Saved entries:
══════

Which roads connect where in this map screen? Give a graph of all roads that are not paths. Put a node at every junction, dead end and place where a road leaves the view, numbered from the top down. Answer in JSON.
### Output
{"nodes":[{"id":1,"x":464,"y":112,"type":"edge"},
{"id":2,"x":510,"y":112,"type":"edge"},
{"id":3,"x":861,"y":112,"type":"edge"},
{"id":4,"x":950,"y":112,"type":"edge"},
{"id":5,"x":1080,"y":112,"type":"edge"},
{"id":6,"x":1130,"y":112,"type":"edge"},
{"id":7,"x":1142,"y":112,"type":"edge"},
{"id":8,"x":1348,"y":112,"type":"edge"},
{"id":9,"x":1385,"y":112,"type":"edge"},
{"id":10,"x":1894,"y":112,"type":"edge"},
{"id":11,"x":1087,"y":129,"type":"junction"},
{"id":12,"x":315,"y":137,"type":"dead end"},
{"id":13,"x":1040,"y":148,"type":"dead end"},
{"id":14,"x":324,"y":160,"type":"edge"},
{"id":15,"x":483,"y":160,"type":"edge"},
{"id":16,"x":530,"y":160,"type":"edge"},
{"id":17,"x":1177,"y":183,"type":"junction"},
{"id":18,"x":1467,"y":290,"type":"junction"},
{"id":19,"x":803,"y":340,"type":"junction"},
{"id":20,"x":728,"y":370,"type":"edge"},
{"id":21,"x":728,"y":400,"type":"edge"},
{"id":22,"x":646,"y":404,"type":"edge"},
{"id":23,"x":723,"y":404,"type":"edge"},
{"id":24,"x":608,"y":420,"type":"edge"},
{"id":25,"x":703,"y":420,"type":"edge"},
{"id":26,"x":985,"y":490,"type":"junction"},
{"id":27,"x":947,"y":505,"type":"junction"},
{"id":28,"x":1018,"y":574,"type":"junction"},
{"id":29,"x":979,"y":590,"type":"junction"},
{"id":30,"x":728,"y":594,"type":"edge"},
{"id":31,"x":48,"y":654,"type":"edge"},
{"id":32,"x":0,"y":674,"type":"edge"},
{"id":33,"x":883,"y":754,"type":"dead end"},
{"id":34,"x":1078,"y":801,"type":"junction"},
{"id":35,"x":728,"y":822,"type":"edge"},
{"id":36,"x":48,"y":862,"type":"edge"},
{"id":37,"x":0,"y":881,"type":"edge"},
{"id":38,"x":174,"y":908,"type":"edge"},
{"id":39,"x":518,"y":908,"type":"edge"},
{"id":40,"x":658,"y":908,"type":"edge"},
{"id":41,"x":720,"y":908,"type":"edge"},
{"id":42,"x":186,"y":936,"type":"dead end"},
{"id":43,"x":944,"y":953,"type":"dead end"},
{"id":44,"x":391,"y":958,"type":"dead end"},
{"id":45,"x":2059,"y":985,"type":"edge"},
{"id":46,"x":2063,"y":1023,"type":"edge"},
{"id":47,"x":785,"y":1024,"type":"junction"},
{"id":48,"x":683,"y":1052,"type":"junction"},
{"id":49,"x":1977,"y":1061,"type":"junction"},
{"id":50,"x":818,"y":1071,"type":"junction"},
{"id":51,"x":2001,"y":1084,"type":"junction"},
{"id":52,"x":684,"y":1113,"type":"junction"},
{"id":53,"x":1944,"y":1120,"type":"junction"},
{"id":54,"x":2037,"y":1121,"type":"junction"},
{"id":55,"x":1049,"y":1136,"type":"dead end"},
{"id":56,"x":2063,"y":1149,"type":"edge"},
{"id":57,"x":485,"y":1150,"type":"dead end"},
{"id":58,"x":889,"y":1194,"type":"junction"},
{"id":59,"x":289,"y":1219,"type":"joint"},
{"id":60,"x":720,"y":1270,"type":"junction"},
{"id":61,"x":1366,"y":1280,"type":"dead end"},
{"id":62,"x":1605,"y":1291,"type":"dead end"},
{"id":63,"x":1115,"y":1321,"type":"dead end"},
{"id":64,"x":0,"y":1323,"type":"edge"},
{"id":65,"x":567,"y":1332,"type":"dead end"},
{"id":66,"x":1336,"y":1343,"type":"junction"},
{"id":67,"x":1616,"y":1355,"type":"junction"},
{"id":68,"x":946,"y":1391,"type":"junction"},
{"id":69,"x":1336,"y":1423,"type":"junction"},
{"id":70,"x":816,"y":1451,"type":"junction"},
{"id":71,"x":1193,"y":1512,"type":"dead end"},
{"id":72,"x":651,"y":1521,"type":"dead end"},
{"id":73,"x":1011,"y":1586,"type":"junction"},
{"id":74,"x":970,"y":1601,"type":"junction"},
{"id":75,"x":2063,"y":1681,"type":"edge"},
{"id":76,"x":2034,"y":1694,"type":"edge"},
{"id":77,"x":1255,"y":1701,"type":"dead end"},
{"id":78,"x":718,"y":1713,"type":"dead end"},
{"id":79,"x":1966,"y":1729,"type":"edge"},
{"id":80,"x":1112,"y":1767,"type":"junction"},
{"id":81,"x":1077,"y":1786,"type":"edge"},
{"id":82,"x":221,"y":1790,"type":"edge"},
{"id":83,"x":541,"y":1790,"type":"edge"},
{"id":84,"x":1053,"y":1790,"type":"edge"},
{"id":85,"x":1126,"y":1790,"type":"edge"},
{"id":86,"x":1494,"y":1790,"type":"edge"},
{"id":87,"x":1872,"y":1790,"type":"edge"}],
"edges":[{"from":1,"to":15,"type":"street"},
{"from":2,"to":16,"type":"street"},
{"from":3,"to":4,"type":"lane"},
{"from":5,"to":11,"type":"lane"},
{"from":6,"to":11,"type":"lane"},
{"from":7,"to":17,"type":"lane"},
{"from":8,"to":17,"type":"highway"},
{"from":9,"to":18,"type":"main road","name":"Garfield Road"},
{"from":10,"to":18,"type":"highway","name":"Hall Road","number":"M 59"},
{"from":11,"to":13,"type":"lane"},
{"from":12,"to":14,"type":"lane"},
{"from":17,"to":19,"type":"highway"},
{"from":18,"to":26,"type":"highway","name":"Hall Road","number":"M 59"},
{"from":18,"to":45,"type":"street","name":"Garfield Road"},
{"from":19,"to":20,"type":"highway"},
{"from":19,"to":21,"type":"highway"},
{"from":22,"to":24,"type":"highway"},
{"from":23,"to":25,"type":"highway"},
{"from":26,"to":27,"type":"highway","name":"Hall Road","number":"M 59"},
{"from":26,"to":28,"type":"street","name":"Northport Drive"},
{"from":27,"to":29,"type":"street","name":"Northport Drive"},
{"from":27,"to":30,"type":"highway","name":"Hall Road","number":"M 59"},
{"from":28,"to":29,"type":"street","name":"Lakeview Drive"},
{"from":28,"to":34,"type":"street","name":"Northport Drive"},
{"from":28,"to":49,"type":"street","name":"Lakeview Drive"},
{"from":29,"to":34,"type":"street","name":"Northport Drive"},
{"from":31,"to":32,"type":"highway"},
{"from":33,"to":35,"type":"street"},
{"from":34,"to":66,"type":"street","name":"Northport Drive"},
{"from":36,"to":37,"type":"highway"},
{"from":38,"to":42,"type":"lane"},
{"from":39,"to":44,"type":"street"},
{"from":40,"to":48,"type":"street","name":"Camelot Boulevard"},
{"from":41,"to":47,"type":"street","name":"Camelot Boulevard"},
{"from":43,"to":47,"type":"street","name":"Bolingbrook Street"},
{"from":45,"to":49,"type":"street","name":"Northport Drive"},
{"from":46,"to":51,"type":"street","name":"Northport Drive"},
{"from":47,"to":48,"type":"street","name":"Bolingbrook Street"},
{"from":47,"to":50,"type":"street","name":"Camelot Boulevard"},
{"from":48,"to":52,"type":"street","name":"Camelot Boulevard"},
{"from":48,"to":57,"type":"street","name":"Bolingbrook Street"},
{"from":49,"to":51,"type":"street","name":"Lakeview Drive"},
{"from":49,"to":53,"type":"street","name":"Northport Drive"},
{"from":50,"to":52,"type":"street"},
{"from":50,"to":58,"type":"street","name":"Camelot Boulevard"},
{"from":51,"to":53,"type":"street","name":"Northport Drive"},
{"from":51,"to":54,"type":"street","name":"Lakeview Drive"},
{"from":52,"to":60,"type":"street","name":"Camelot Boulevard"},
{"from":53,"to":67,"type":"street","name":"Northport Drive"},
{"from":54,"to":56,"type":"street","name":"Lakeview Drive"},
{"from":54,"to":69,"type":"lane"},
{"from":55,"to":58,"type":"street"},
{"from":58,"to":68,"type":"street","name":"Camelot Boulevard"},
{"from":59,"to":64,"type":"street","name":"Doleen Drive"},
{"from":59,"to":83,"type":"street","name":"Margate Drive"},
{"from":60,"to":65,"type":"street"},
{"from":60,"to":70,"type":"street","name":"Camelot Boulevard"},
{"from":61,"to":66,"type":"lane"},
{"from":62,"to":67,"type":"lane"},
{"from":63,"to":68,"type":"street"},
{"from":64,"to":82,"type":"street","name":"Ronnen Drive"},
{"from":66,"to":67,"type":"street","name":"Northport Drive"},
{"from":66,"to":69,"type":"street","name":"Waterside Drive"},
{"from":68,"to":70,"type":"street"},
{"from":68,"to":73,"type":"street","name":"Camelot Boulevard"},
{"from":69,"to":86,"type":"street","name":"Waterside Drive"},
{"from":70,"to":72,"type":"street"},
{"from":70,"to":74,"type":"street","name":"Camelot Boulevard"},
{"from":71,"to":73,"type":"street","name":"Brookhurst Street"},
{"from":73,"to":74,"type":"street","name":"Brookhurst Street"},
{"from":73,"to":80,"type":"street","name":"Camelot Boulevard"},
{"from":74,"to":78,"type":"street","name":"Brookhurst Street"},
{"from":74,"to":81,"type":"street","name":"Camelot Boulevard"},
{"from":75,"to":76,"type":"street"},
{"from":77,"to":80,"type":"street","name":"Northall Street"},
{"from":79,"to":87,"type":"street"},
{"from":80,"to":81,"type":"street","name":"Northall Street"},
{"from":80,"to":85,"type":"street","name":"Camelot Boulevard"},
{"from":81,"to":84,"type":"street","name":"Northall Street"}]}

══════

Your reply should hold every line from the data that contains "Northport", copied in full.

#### Output for this task
{"from":26,"to":28,"type":"street","name":"Northport Drive"},
{"from":27,"to":29,"type":"street","name":"Northport Drive"},
{"from":28,"to":34,"type":"street","name":"Northport Drive"},
{"from":29,"to":34,"type":"street","name":"Northport Drive"},
{"from":34,"to":66,"type":"street","name":"Northport Drive"},
{"from":45,"to":49,"type":"street","name":"Northport Drive"},
{"from":46,"to":51,"type":"street","name":"Northport Drive"},
{"from":49,"to":53,"type":"street","name":"Northport Drive"},
{"from":51,"to":53,"type":"street","name":"Northport Drive"},
{"from":53,"to":67,"type":"street","name":"Northport Drive"},
{"from":66,"to":67,"type":"street","name":"Northport Drive"},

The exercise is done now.